Coherent Terahertz Polarization Control through Manipulation of Electron Trajectories

The dynamics of ionized electrons in a plasma can be controlled by synthetic optical fields composed of the fundamental and the second harmonic of femtosecond optical pulses with an arbitrary phase and polarization. We show here that the plasma-emitted half-cycle THz radiation directly reflects the two-dimensional trajectories of the electrons through polarization sensitive THz emission spectroscopy. As a result, we find that the THz polarization smoothly rotates through $2\pi$ radians as the relative phase between the two pulses is adjusted, providing a new means of coherently controlling the polarization of light at THz frequencies.

Figure 1

The experimental setup: An 800 nm beam is focused through a BBO crystal to create a plasma that radiates THz fields.
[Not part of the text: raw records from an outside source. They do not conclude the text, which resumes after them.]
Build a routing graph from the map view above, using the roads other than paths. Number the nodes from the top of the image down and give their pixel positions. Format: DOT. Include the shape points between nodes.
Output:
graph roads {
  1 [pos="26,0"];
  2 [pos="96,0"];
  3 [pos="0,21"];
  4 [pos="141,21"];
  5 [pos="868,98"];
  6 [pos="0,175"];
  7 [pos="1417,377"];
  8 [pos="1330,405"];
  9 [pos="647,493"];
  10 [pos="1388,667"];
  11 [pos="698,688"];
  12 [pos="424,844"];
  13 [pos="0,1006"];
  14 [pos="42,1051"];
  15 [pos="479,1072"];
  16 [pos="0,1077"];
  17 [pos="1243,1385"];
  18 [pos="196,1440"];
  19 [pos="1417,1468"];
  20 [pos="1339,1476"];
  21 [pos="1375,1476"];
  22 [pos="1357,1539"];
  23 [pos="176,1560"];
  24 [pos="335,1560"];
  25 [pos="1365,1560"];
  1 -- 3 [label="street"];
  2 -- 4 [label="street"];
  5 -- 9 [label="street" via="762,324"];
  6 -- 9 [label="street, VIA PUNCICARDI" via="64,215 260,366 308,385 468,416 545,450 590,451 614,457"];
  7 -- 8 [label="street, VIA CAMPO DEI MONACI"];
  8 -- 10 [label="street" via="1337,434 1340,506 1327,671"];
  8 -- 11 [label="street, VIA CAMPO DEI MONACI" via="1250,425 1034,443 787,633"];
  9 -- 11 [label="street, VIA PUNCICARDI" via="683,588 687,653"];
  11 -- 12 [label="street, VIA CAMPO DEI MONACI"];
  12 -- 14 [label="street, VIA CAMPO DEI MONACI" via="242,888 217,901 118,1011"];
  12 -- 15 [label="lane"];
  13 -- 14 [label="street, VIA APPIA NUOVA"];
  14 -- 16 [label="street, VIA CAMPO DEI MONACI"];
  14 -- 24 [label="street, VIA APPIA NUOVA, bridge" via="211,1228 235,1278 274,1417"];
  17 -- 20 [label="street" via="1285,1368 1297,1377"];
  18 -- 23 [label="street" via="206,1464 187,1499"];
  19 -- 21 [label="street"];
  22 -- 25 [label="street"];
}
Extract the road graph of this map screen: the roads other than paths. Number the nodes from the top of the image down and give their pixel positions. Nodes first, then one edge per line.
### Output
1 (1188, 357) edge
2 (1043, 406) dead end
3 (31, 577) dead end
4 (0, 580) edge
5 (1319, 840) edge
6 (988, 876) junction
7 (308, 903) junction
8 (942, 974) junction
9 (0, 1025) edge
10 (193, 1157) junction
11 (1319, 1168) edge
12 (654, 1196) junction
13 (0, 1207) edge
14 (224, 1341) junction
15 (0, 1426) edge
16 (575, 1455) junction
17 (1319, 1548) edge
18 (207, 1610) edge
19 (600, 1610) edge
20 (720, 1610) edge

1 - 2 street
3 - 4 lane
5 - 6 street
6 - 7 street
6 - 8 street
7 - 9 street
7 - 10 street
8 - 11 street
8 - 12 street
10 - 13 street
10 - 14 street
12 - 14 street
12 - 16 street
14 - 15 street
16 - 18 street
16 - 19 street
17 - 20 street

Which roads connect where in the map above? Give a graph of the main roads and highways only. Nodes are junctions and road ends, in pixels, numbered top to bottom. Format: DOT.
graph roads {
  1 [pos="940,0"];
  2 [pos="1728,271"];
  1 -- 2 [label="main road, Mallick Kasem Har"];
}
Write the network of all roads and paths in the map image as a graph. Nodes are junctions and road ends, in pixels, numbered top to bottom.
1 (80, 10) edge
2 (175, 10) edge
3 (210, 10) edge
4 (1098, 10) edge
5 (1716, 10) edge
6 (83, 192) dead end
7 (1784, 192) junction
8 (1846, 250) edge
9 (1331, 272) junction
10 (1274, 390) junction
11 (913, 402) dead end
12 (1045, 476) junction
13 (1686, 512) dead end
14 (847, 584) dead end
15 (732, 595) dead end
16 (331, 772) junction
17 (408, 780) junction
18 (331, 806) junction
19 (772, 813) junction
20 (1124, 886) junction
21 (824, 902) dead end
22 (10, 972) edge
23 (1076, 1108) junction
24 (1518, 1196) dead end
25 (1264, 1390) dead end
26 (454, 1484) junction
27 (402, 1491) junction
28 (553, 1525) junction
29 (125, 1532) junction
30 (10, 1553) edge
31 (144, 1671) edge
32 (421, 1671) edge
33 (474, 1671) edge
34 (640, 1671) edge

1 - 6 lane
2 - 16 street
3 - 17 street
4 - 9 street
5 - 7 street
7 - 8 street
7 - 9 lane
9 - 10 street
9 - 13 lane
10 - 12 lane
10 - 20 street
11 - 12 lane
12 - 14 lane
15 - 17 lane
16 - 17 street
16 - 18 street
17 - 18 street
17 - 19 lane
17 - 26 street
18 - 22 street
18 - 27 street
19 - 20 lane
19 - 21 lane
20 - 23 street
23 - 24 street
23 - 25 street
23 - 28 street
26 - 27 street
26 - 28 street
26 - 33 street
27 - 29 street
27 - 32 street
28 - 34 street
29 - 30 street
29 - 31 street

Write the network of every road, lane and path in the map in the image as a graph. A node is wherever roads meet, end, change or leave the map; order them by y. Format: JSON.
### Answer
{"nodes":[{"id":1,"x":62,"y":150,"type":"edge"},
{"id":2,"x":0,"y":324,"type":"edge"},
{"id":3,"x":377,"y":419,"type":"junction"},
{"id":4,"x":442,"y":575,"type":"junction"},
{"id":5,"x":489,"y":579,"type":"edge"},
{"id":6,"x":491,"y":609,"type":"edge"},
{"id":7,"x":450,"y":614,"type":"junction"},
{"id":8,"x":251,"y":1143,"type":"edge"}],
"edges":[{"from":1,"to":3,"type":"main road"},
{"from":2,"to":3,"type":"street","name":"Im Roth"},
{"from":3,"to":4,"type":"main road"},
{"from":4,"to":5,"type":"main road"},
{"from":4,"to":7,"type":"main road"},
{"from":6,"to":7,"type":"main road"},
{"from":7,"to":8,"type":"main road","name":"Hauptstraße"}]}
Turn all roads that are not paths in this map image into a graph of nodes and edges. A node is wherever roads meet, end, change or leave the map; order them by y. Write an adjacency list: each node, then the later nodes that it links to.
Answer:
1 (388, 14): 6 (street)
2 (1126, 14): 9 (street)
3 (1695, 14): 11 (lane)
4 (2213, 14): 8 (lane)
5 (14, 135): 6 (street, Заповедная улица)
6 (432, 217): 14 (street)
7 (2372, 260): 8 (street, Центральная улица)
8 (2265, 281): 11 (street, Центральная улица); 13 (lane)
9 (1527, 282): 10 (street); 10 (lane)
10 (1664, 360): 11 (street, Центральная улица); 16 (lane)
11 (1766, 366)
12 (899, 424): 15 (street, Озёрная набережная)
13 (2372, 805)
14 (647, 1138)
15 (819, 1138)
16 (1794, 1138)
Also shown are THz waveforms measured by electro-optical sampling with BBO position at $d=0\mathrm{mm}$ (purple or light gray) and $d=13\mathrm{mm}$ (red or gray), corresponding to $\pi /2$ relative phase difference, with half-cycle THz field polarization close to $E_x$ and $E_y$ respectively.

Figure 2

(a) The transmitted THz intensity through a horizontally (solid blue or dark gray) or vertically (solid cyan or gray) oriented THz polarizer as a function of the BBO crystal position, indicating polarization rotation of the THz field when the relative phase changes by $\pi /2$. Also shown are corresponding electro-optic sampling measurements (dots, see text). (b) The ratio (blue or dark gray) of minimum to maximum THz intensities during $2\pi$ radian change of the relative phase as a function of the BBO tilt angle, $\beta$. The measured ellipticity (orange or light gray) of the 800 nm pulse shows a similar dependence on $\beta$. (inset) THz intensity as a function of relative phase for two different tilt angles. (c),(d) Transmitted THz intensity as a function of the BBO position and the THz polarizer angle at tilt angles $\beta =1.2°$ and $\beta =0°$, respectively. (e),(f) The simulation of (c),(d), considering the change of the second harmonic doubling efficiency when translating the BBO crystal.

Figure 3

(a) and (b) are the wave fronts of the two-color field at relative phase $\phi =0$ and $\phi =\pi /2$, respectively, with 55° relative polarization with $\Gamma =0$. The color shows the carrier phase of the fundamental optical field. (c) and (d) show the calculated THz polarization dependence on the relative phase for $\beta =1.2°$ and $\beta =0$, respectively.

Figure 4

(a) The THz polarization angle (squares) with respect to the fundamental optical polarization as a function of the BBO crystal rotation angle $\alpha$. The solid line is calculated based on the $2\mathrm{\text{−}}d$ photocurrent model. The inset shows the THz transmission (dots) as a function of the THz polarizer angle ${\theta }_p$ at $\alpha =80°$ with the sinusoidal fit (solid line). (b) The total THz intensity (dots) as a function of BBO rotation angle $\alpha$. The solid line represents the calculation. (c) The transmitted THz intensity (dots) through a polarizer as a function of the polarizer angle at various pump energies with sinusoidal fits (solid lines). The measurements and calculations in Fig. 4 are obtained at $d=0\mathrm{mm}$ and $\beta =0$.